* [What you need to do]: Which lines below mention "where"? Pick each one out.

* [Data to process]:
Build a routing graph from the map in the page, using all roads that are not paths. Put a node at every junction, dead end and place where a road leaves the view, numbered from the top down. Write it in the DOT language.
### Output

==

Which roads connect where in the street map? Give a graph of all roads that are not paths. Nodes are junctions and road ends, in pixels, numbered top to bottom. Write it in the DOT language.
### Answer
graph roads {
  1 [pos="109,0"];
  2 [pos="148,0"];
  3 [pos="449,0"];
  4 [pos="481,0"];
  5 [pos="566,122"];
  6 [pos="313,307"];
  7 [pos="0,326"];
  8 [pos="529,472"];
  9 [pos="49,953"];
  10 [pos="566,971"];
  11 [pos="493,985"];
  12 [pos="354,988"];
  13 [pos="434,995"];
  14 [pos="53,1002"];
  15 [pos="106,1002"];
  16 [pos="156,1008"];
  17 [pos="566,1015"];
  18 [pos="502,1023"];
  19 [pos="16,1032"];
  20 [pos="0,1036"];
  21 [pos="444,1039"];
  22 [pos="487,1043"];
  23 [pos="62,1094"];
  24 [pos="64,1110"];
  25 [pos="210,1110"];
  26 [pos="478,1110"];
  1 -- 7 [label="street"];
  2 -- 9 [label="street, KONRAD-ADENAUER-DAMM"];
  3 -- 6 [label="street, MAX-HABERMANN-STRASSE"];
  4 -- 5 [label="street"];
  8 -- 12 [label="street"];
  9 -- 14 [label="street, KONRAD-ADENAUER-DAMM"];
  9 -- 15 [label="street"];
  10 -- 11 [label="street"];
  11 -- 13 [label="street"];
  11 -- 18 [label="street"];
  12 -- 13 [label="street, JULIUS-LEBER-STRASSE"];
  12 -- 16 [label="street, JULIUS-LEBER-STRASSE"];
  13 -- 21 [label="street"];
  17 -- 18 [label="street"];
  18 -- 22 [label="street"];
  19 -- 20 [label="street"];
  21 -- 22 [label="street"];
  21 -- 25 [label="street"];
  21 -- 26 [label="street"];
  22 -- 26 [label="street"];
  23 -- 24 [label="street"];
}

* [Exercise answer]:
Build a routing graph from the map in the page, using all roads that are not paths. Put a node at every junction, dead end and place where a road leaves the view, numbered from the top down. Write it in the DOT language.
Which roads connect where in the street map? Give a graph of all roads that are not paths. Nodes are junctions and road ends, in pixels, numbered top to bottom. Write it in the DOT language.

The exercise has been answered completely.